• **Exercise objective**
Return the lines below that contain "BHOPAL".

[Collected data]
=-=-=

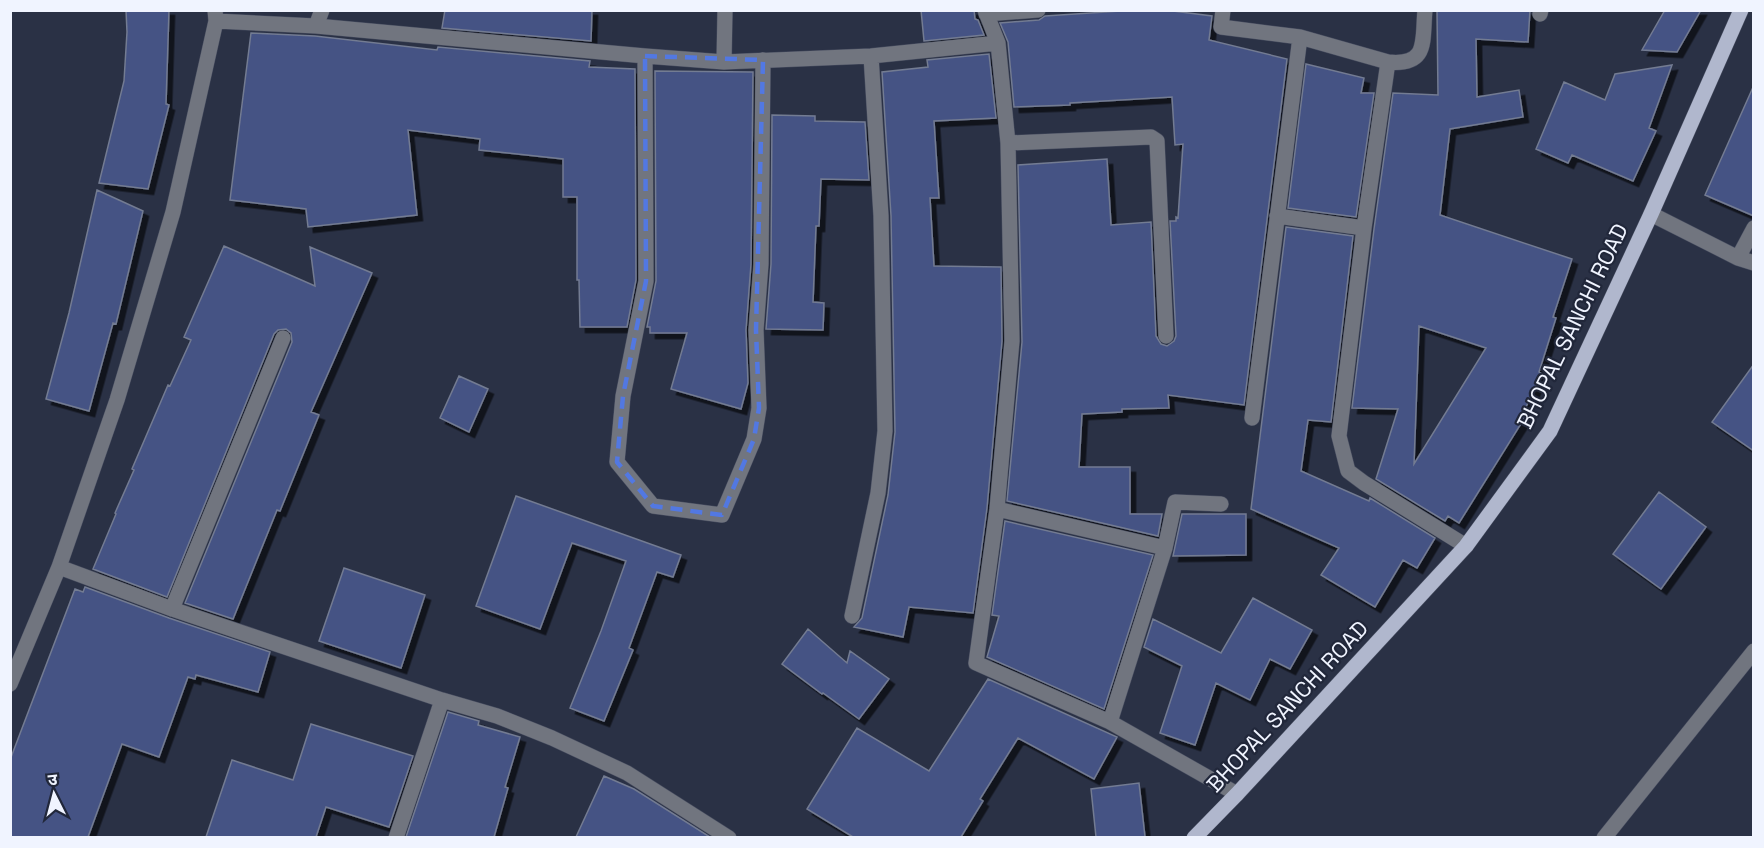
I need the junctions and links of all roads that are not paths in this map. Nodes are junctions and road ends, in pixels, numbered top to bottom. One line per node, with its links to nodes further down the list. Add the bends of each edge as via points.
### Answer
1 (322, 10): 9 (street)
2 (725, 10): 15 (street)
3 (1038, 10): 7 (street)
4 (1223, 10): 10 (street, via 1221,27)
5 (1425, 10): 16 (street, via 1419,54 1412,61)
6 (1741, 10): 18 (main road, BHOPAL SANCHI ROAD)
7 (986, 12): 11 (street)
8 (215, 16): 9 (street); 31 (street, via 173,212 117,400)
9 (316, 26): 12 (street)
10 (1300, 37): 16 (street); 19 (street)
11 (998, 43): 13 (street); 17 (street)
12 (645, 56): 14 (street, via 646,281 623,396 617,462 653,506 722,515 754,439 759,408 756,330 761,264); 15 (street)
13 (871, 57): 14 (street); 33 (street, via 881,216 885,431 878,493)
14 (763, 60): 15 (street)
15 (724, 62)
16 (1389, 62): 20 (street)
17 (1008, 143): 24 (street, via 1151,137 1157,141); 28 (street, via 1012,341)
18 (1651, 214): 22 (street); 29 (main road, BHOPAL SANCHI ROAD, via 1550,431)
19 (1277, 216): 20 (street); 26 (street)
20 (1364, 228): 29 (street, via 1339,436 1342,454 1348,471 1364,483)
21 (1754, 228): 22 (street)
22 (1738, 258): 23 (street)
23 (1754, 263)
24 (1166, 336)
25 (283, 338): 32 (street)
26 (1252, 418)
27 (1221, 504): 30 (street, via 1175,502)
28 (997, 509): 30 (street); 37 (street, via 975,663)
29 (1466, 546): 38 (main road, BHOPAL SANCHI ROAD)
30 (1165, 548): 37 (street)
31 (59, 567): 32 (street); 35 (street)
32 (172, 609): 36 (street)
33 (852, 616)
34 (1754, 651): 42 (street)
35 (10, 684)
36 (442, 700): 39 (street); 40 (street, via 497,716 627,773)
37 (1110, 722): 38 (street)
38 (1238, 794): 41 (main road, BHOPAL SANCHI ROAD)
39 (396, 837)
40 (729, 837)
41 (1194, 837)
42 (1604, 837)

=-=-=

• **Solution**
6 (1741, 10): 18 (main road, BHOPAL SANCHI ROAD)
18 (1651, 214): 22 (street); 29 (main road, BHOPAL SANCHI ROAD, via 1550,431)
29 (1466, 546): 38 (main road, BHOPAL SANCHI ROAD)
38 (1238, 794): 41 (main road, BHOPAL SANCHI ROAD)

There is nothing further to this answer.